I probably shouldn’t have had the two glasses of wine at tonight’s preschool fundraising auction (which was, by all accounts, a resounding success). The drinks’ effects of temporary well-being and laughter were appreciated at the time and made the evening repast all the smoother. Now, a few hours later, I worry about potential depressive effects. I am already sad in that kind of way that can keep you up at night; upset about something that I can’t solve nor, in these few minutes any way, finish working through.
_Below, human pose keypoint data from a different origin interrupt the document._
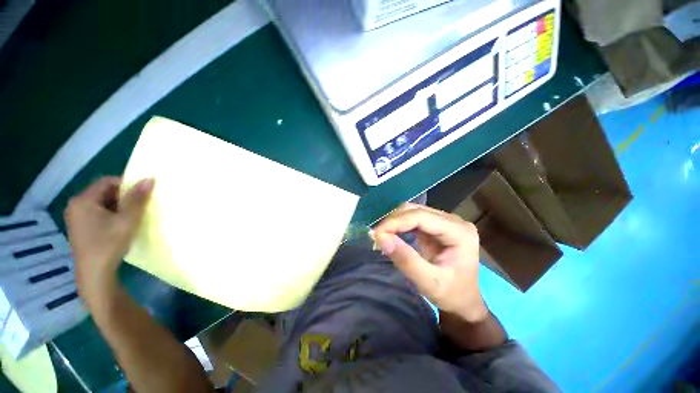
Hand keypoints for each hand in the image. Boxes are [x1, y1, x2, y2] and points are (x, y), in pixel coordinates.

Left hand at [64, 176, 153, 302]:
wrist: (94, 273)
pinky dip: (110, 214)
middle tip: (138, 207)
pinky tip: (118, 226)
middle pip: (103, 191)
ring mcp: (75, 217)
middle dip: (122, 197)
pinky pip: (96, 212)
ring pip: (101, 203)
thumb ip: (137, 199)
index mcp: (83, 200)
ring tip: (130, 217)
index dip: (126, 185)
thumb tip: (150, 179)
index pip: (107, 182)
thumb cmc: (109, 244)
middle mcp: (75, 205)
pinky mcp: (79, 227)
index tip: (141, 196)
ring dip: (117, 206)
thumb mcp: (127, 220)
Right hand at [373, 203, 486, 321]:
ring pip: (413, 211)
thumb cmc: (452, 295)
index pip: (421, 217)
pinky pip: (413, 218)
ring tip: (382, 235)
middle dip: (394, 221)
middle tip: (377, 236)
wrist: (464, 302)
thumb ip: (406, 260)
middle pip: (416, 210)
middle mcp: (454, 221)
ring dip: (395, 221)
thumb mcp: (429, 283)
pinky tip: (391, 233)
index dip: (396, 222)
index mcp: (459, 232)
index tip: (376, 233)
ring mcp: (445, 221)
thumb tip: (381, 238)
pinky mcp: (436, 225)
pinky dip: (399, 224)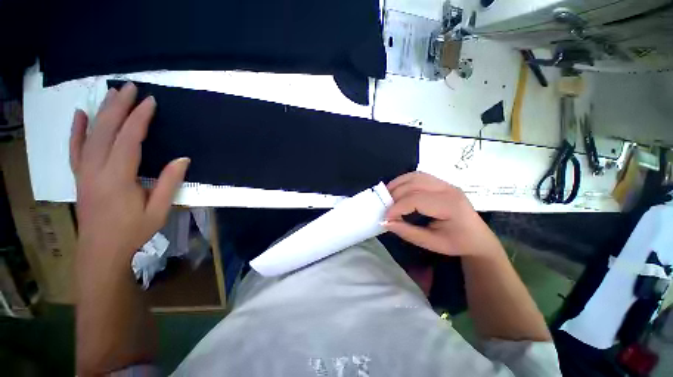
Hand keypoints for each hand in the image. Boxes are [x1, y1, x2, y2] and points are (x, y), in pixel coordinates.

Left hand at [70, 82, 189, 267]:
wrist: (101, 250)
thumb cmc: (133, 231)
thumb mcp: (158, 210)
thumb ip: (169, 183)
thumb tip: (183, 159)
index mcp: (118, 178)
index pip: (128, 140)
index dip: (140, 119)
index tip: (150, 102)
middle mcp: (96, 170)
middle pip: (106, 131)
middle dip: (119, 106)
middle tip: (131, 88)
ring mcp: (84, 171)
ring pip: (90, 135)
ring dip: (101, 112)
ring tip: (111, 93)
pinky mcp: (79, 175)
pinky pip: (75, 148)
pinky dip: (76, 130)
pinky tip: (79, 114)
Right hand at [384, 172, 500, 257]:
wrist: (478, 238)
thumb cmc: (457, 243)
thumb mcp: (431, 243)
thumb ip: (407, 232)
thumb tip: (385, 222)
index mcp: (450, 206)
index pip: (416, 200)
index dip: (397, 207)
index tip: (385, 217)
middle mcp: (448, 189)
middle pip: (414, 184)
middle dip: (395, 195)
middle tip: (384, 207)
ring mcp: (446, 184)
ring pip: (415, 176)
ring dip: (398, 183)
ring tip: (387, 195)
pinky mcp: (442, 183)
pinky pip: (419, 176)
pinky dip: (405, 181)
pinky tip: (398, 189)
I am speaking of course of the grave injuries to our two laying hens by neighbor dogs – one attack occurring Tuesday, and the other early this morning (by the same dogs)*. Both hens were savaged but intact enough for the veterinarian to advise treatment and rehabilitation (as opposed to euthanasia). The vet bill would be almost comical for me to recount here (and may in fact increase before all is said and done) – suffice to say that should these hens survive, these will be very special eggs we will be enjoying. Currently we have two separate avian hospital cubicles set up in the steady warmth of my sewing room. We are cooking up oatmeal and yogurt, delivering injections (this takes getting used to), and providing fresh water and lots of rest for our girls.
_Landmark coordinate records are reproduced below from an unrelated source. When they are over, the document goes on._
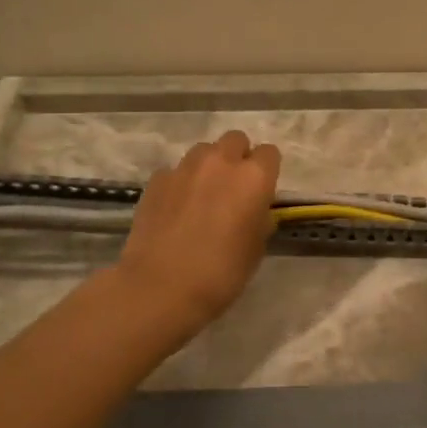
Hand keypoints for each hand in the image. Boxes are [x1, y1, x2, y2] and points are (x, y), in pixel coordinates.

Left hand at [116, 131, 281, 335]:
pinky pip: (175, 171)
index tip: (262, 191)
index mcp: (254, 178)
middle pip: (235, 140)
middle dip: (238, 157)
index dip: (267, 170)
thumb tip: (256, 211)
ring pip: (204, 150)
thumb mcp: (256, 249)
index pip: (270, 153)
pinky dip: (180, 183)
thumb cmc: (221, 272)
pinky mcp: (156, 180)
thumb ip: (260, 219)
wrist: (160, 287)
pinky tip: (176, 208)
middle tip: (233, 187)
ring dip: (209, 165)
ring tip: (203, 194)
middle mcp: (221, 163)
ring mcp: (184, 168)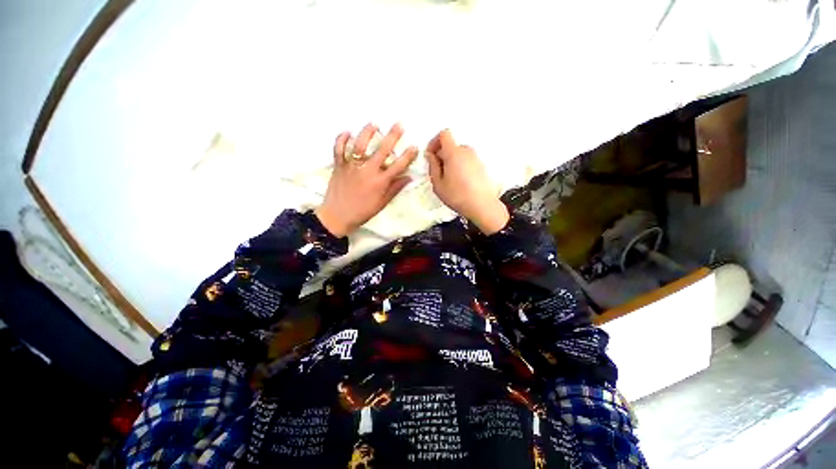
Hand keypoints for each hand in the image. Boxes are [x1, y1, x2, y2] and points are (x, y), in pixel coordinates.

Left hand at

Our sad little episode has gone out to the world at large and I’ve received a number of loving messages and well-wishes. The vast number of comments have been supportive and sweet; a very few have been rather unhelpful or just plain depressing to recount. Yes, I expected something bad might happen to the animals under my care. No animal lover brings a creature into the home expecting the animal will outlive the owner – exotic parrots and large tortoises notwithstanding. I am reminded of little Peeperton 1, the chick who died only a few days after my father succumbed to cancer. I cried off and on for a full day, feeling as though the loss of this tiny ounce of fluff was more than I could stand. I remember little Baby, the silly black and white kitten we had for only a few short months before she succumbed to a mysterious degenerative nerve disorder (we also spent hundreds on her in attempting to diagnose, treat, and care for her; these dollars neither Ralph nor I regretting in the slightest). After letting this sweet little kitten get the death needle in the vet’s office, and stroking her fur while she stopped breathing, Ralph and I half-stumbled outside with our hands empty. He and I sat in my little red pickup truck and cried together, sagging in our seats next to one another. A week later we received a card from the vet, handwritten and conveying sympathies. I remember how very touched we were this veterinarian – who’d presumably seen a lot of death and loss – would reach out to us.
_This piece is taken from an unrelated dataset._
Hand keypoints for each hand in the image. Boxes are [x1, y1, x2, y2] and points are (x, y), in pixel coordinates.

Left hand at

Our hens are still with us. They may indeed live. It is hard for me to see their injuries and be unsure of their survival. Bluster seems to be out of the woods (although she won’t be winning any prizes at the Fair this year with her bare-plucked ass and scars!). Sophie, injured early this morning, looks far worse. But even this evening she seems more herself. I wonder if chickens, like so many other creatures, have a will to live (or lack thereof) that is far more relevant than the medicines prescribed or the physiology of the wounds. If our birds are affected at all by the love and devotion of others, they are experiencing our concern, our love, and our prayers – and from what I can tell, those of many others.
I appreciate the caring words and the kindhearted thoughts more than I can fully express. I feel so blessed I have so many friends – those close, those not-so-close, some who barely know me – who take the time to read, or respond, or just send compassion my way. I have experienced this kind of care in so many of the losses and difficult times in my life and it is as appreciated as anything else I’ve ever received.
* Yes, I know which dogs, and yes, I have initiated contact with both the neighbors and local Animal Control. Unhelpful comments include what actions I should or shouldn’t take regarding these dogs, and what kinds of people allow dogs to roam, etc. etc.